HOW TO COMPLETE THIS TASK: Each entry below should be returned exactly as is, with the pictures removed.

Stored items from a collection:
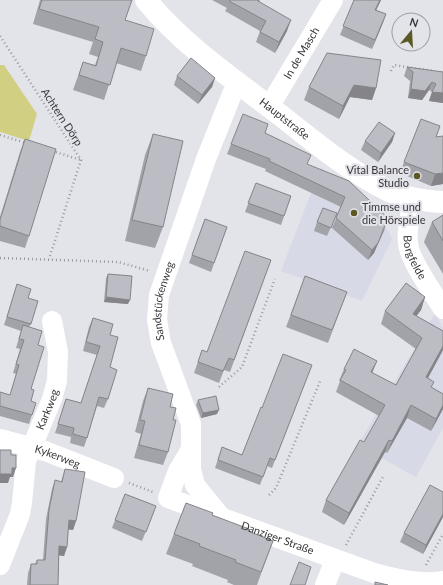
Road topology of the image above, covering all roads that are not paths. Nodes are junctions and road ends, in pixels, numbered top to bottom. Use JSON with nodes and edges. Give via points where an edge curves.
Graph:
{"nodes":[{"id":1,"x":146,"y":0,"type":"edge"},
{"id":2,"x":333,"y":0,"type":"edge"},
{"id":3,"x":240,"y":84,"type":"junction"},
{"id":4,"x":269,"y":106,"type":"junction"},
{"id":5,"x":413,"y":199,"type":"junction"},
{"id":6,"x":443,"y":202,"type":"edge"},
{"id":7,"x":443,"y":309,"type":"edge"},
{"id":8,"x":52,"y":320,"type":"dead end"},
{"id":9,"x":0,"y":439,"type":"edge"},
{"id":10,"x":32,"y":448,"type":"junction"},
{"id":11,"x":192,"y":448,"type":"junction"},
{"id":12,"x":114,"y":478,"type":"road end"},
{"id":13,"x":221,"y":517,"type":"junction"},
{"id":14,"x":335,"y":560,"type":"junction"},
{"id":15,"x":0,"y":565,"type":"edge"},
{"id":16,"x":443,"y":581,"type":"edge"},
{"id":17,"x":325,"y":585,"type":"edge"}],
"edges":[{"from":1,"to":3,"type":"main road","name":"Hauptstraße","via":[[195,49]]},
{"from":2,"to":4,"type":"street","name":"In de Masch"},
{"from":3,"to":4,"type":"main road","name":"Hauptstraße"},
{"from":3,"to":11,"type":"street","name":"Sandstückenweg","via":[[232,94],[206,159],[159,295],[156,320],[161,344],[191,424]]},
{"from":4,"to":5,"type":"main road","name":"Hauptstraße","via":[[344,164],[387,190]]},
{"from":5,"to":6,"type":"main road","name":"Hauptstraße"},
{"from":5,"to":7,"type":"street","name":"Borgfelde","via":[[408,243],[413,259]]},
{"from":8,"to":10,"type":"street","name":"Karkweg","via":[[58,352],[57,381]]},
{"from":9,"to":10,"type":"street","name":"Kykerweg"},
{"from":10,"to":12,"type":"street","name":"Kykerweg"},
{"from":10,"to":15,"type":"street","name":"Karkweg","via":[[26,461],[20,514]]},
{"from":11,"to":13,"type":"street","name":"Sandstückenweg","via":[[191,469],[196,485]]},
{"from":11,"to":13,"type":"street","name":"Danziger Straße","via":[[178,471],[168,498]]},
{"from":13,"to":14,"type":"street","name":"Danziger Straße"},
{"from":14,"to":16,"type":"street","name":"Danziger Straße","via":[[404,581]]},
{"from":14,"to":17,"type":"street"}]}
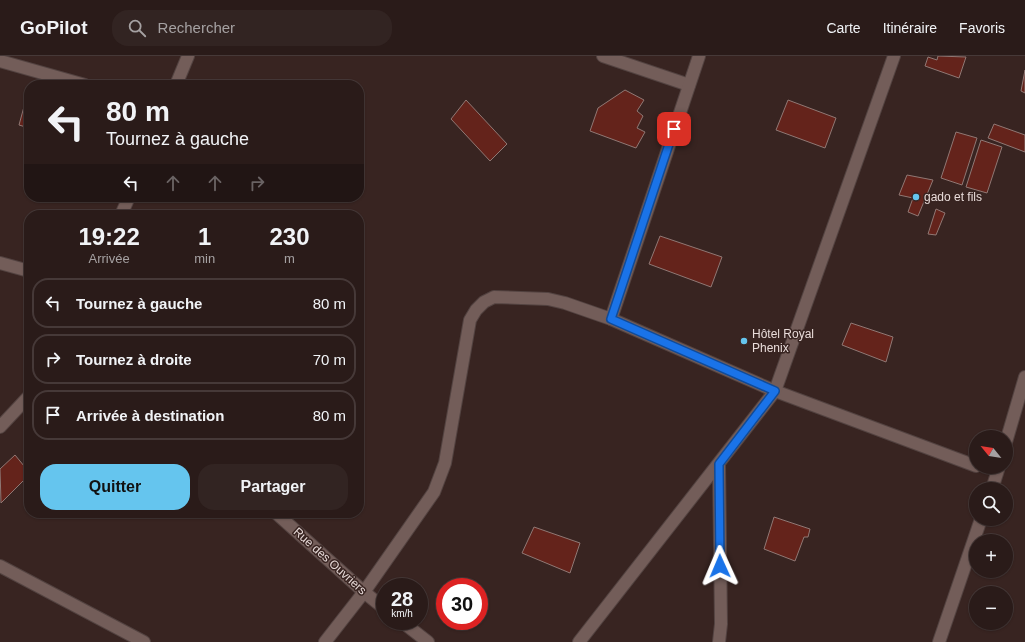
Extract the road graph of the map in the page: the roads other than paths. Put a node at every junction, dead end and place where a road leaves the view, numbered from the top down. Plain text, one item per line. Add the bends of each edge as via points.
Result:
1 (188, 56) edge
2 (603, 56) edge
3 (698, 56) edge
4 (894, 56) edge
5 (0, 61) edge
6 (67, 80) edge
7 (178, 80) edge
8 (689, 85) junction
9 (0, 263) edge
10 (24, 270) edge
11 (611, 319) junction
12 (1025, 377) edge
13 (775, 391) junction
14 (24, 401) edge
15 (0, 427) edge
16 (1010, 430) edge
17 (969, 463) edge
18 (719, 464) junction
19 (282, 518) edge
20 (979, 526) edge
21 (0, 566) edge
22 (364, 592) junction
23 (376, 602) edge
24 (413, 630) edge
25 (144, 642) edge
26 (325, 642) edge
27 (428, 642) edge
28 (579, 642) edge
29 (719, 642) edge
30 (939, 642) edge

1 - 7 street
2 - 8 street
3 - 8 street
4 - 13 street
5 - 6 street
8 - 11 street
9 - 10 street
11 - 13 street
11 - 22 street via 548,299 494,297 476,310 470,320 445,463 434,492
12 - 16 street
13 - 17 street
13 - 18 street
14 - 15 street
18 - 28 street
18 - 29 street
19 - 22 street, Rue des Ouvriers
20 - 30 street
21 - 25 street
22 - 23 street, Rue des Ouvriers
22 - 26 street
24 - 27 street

TASK ANSWER:
Road topology of the image above, covering all roads that are not paths. Nodes are junctions and road ends, in pixels, numbered top to bottom. Use JSON with nodes and edges. Give via points where an edge curves.
Graph:
{"nodes":[{"id":1,"x":146,"y":0,"type":"edge"},
{"id":2,"x":333,"y":0,"type":"edge"},
{"id":3,"x":240,"y":84,"type":"junction"},
{"id":4,"x":269,"y":106,"type":"junction"},
{"id":5,"x":413,"y":199,"type":"junction"},
{"id":6,"x":443,"y":202,"type":"edge"},
{"id":7,"x":443,"y":309,"type":"edge"},
{"id":8,"x":52,"y":320,"type":"dead end"},
{"id":9,"x":0,"y":439,"type":"edge"},
{"id":10,"x":32,"y":448,"type":"junction"},
{"id":11,"x":192,"y":448,"type":"junction"},
{"id":12,"x":114,"y":478,"type":"road end"},
{"id":13,"x":221,"y":517,"type":"junction"},
{"id":14,"x":335,"y":560,"type":"junction"},
{"id":15,"x":0,"y":565,"type":"edge"},
{"id":16,"x":443,"y":581,"type":"edge"},
{"id":17,"x":325,"y":585,"type":"edge"}],
"edges":[{"from":1,"to":3,"type":"main road","name":"Hauptstraße","via":[[195,49]]},
{"from":2,"to":4,"type":"street","name":"In de Masch"},
{"from":3,"to":4,"type":"main road","name":"Hauptstraße"},
{"from":3,"to":11,"type":"street","name":"Sandstückenweg","via":[[232,94],[206,159],[159,295],[156,320],[161,344],[191,424]]},
{"from":4,"to":5,"type":"main road","name":"Hauptstraße","via":[[344,164],[387,190]]},
{"from":5,"to":6,"type":"main road","name":"Hauptstraße"},
{"from":5,"to":7,"type":"street","name":"Borgfelde","via":[[408,243],[413,259]]},
{"from":8,"to":10,"type":"street","name":"Karkweg","via":[[58,352],[57,381]]},
{"from":9,"to":10,"type":"street","name":"Kykerweg"},
{"from":10,"to":12,"type":"street","name":"Kykerweg"},
{"from":10,"to":15,"type":"street","name":"Karkweg","via":[[26,461],[20,514]]},
{"from":11,"to":13,"type":"street","name":"Sandstückenweg","via":[[191,469],[196,485]]},
{"from":11,"to":13,"type":"street","name":"Danziger Straße","via":[[178,471],[168,498]]},
{"from":13,"to":14,"type":"street","name":"Danziger Straße"},
{"from":14,"to":16,"type":"street","name":"Danziger Straße","via":[[404,581]]},
{"from":14,"to":17,"type":"street"}]}
Extract the road graph of the map in the page: the roads other than paths. Put a node at every junction, dead end and place where a road leaves the view, numbered from the top down. Plain text, one item per line. Add the bends of each edge as via points.
Result:
1 (188, 56) edge
2 (603, 56) edge
3 (698, 56) edge
4 (894, 56) edge
5 (0, 61) edge
6 (67, 80) edge
7 (178, 80) edge
8 (689, 85) junction
9 (0, 263) edge
10 (24, 270) edge
11 (611, 319) junction
12 (1025, 377) edge
13 (775, 391) junction
14 (24, 401) edge
15 (0, 427) edge
16 (1010, 430) edge
17 (969, 463) edge
18 (719, 464) junction
19 (282, 518) edge
20 (979, 526) edge
21 (0, 566) edge
22 (364, 592) junction
23 (376, 602) edge
24 (413, 630) edge
25 (144, 642) edge
26 (325, 642) edge
27 (428, 642) edge
28 (579, 642) edge
29 (719, 642) edge
30 (939, 642) edge

1 - 7 street
2 - 8 street
3 - 8 street
4 - 13 street
5 - 6 street
8 - 11 street
9 - 10 street
11 - 13 street
11 - 22 street via 548,299 494,297 476,310 470,320 445,463 434,492
12 - 16 street
13 - 17 street
13 - 18 street
14 - 15 street
18 - 28 street
18 - 29 street
19 - 22 street, Rue des Ouvriers
20 - 30 street
21 - 25 street
22 - 23 street, Rue des Ouvriers
22 - 26 street
24 - 27 street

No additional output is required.